No, this isn't a belated Halloween post just uncovered from beneath the pile of crap on my desk. This is a soup I crafted out of two left over sugar pumpkins that received a last minute stay of execution from Jack Skellington himself. You see, this year we bought three smallish pumpkins for seeds and to be converted to Jack-O-Lanterns to display for the exactly ZERO kids that visit us for "Tricks or Treats" on Halloween night (I don't even know why we bother). I topped and cleaned out all three of the pumpkins, then carved one into a fearsome looking squat demon of a thing, the other two I set aside for the girls to carve. Sadly, they never got around to carving theirs (too busy costuming for their candy confiscation tour, I guess), so ferocious ghouls they were not to be.
While my carved beast sat on the front stoop and was slowly consumed by our resident chipmunk and squirrel populations, the girl's pumpkins sat in the fridge for a day until I had a moment to deal with them. Not wanting to waste all their delicious flesh, I decided to chop them, roast them, and blitz them into this super tasty soup. They may have preferred to leave this world to the sound of little children begging for candy like it was crack, but I was quite pleased to find them smiling up at me from the bottom of my soup bowl, all dressed up in fresh garlic, ginger and cream.
Any of you looking for a starter soup for your Thanksgiving feast, this would make an excellent one.
Belated Boo! – Steve
- 3 pounds of roasted and peeled pumpkin (about 2 small)
- 3 cups milk
- 2 cups chicken stock
- 2 cups light cream
- 2 tablespoons butter
- 2 to 3-inch piece of fresh ginger, peeled and grated
- 2 small heads of garlic, cloves separated and peeled (3 cloves reserved for garnish)
- kosher salt and freshly ground white pepper to taste
- Heat the oven to 400℉
- Top and gut the pumpkins, then slice into 1-2" thick wedges. Place the wedges on non-stick baking sheets, drizzle with some oil and season with salt and pepper. Roast for 25-35 minutes, flipping once halfway through cooking, until the wedges are nicely browned and the flesh is soft. Pull from the oven and let cool, then peel each wedge and discard the skin. Lower the oven temp to 250℉.
- Place all but three of the garlic cloves into a medium saucepan with the grated ginger and butter. Cook over medium heat until the garlic is lightly browned, then add the milk. Continue cooking over medium heat and bring to a gentle boil. Reduce the heat to a simmer and cook until the garlic is tender and the milk has reduced to about 2 cups, about 15-20 minutes. Pull the pan from the heat and reserve.
- Take the remaining 3 cloves of peeled garlic and slice them thinly. Place them on a non-stick baking sheet and then into the oven to roast to a golden brown, about 10 minutes. Reserve.
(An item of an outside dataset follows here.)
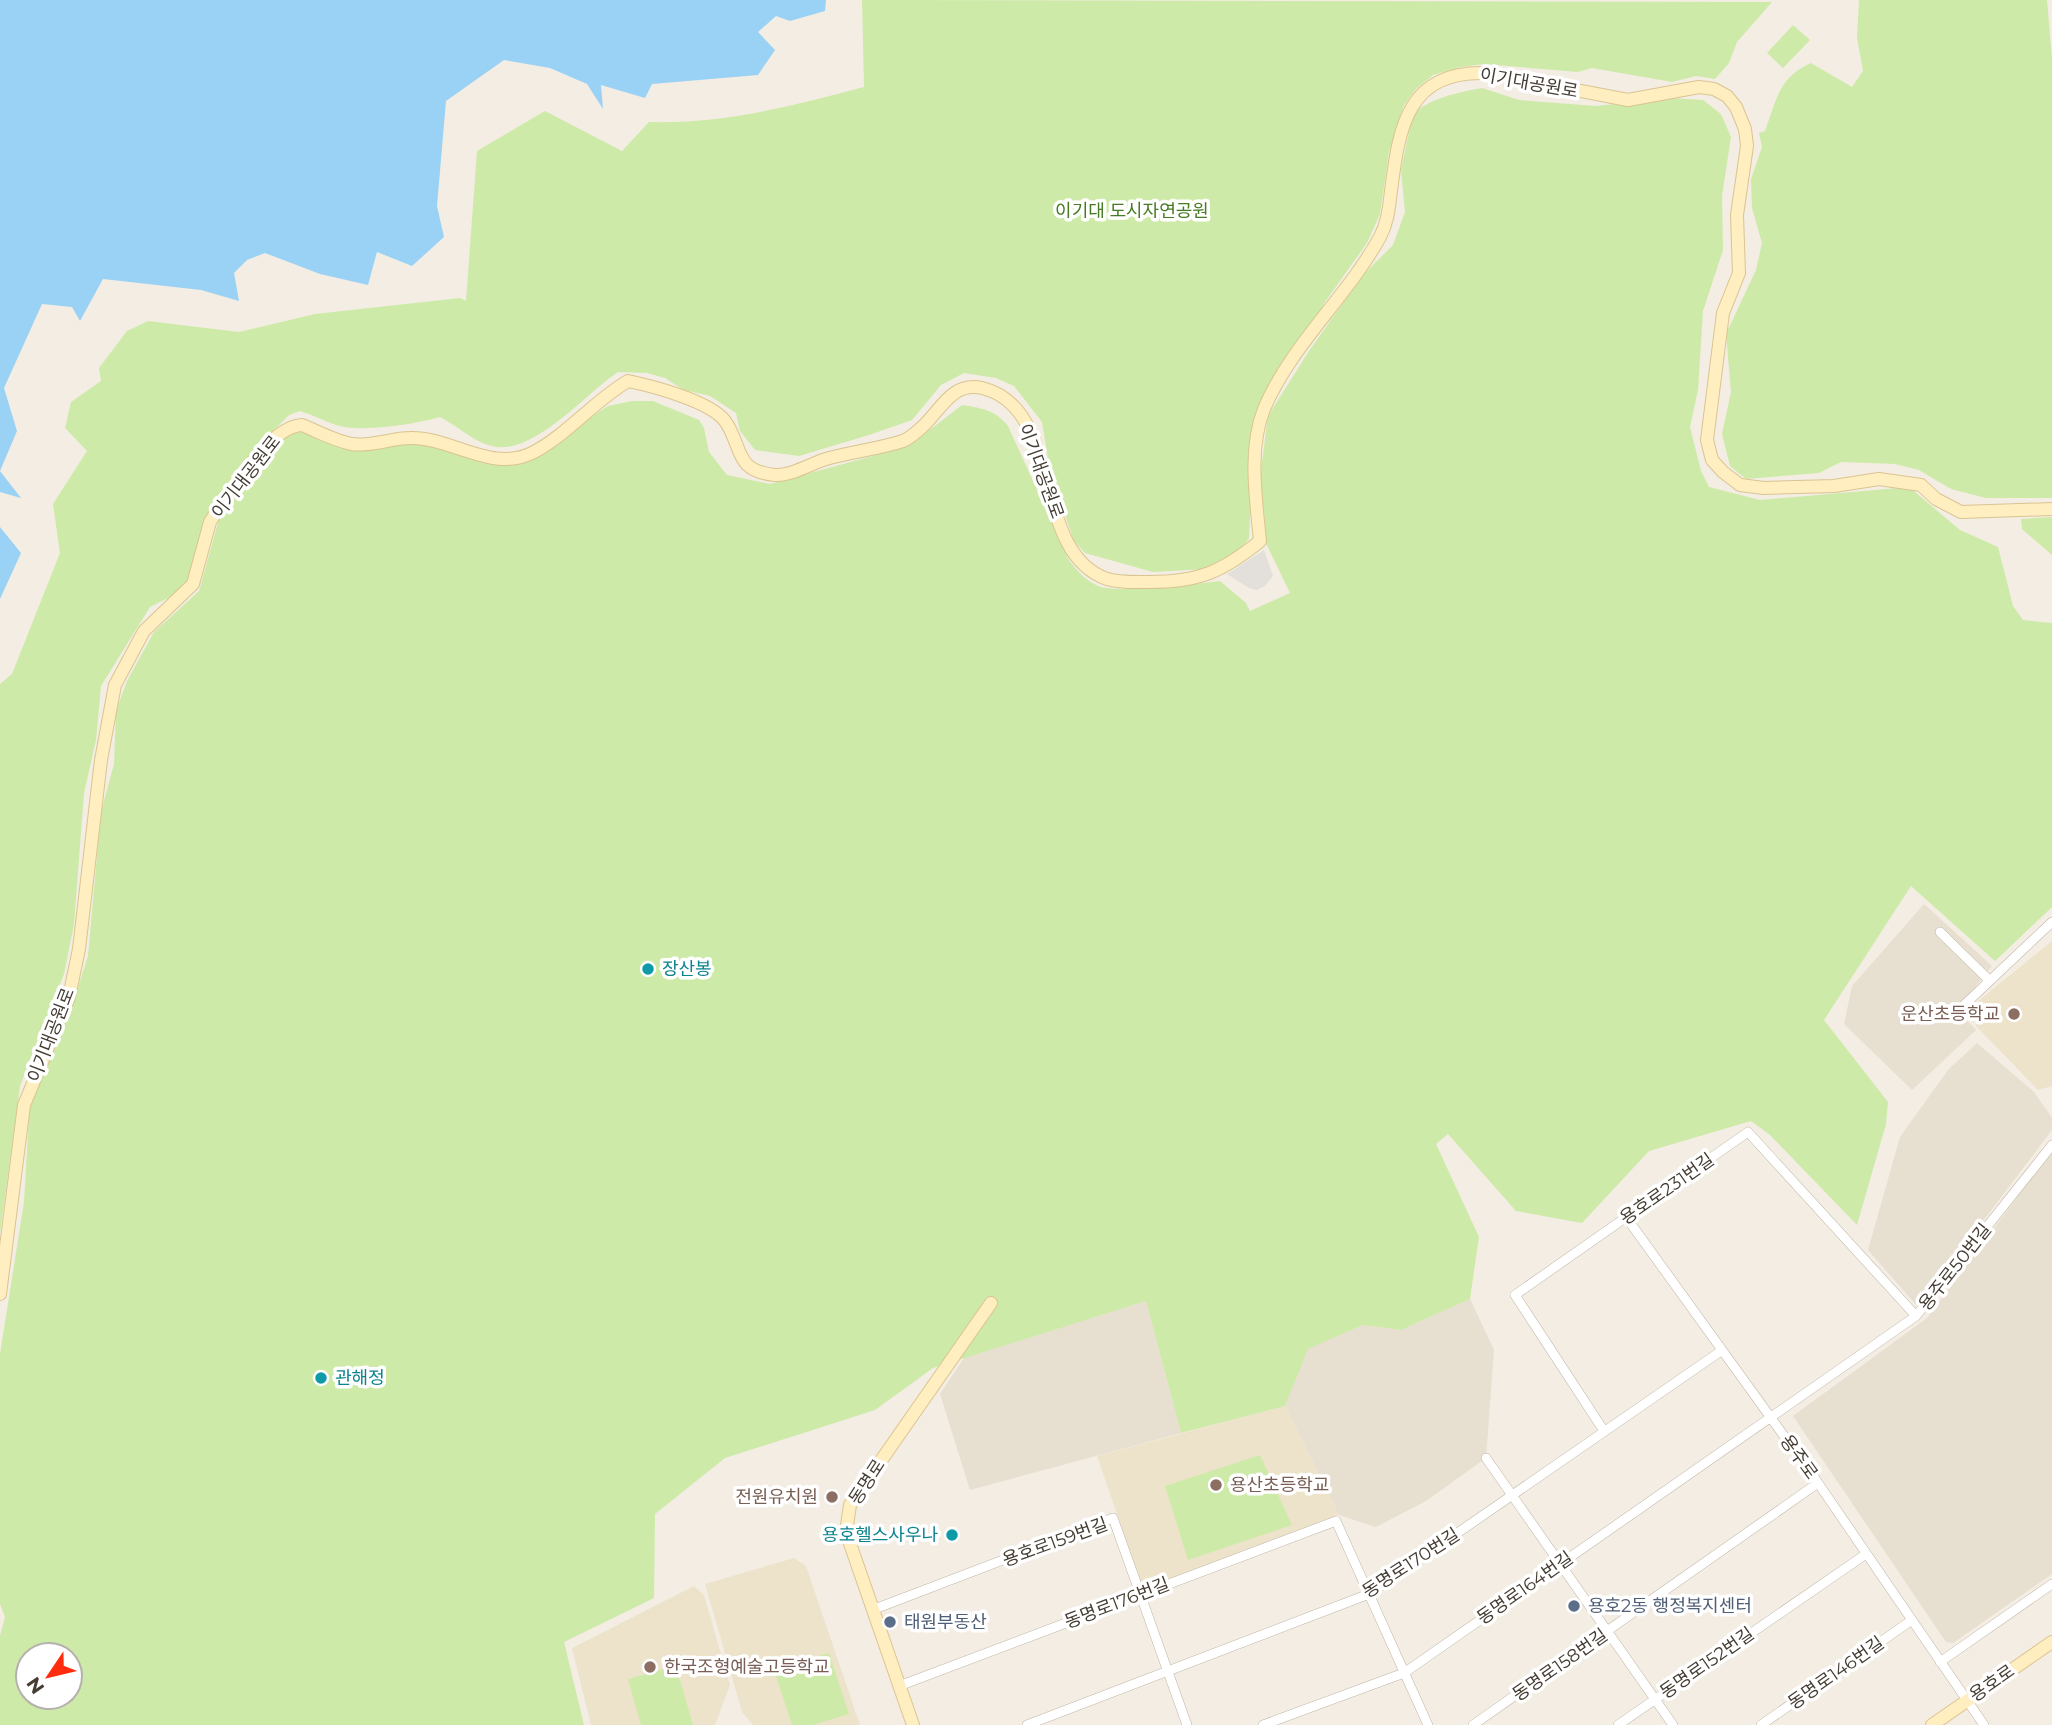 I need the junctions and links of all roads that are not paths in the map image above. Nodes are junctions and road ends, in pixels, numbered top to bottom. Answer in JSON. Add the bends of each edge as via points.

- In a large pot place the roasted and peeled pumpkin, the reduced milk with garlic and ginger, and the chicken stock. Simmer for 15-20 minutes to let the flavors meld together. Pull from the heat and stir in the cream, then working in batches, process the soup in a blender until very smooth. Return to a clean pot, taste for seasoning and add salt and pepper as necessary.
- To serve, ladle the soup into warmed bowls and top with a drizzle of EVOO and a few roasted garlic chips.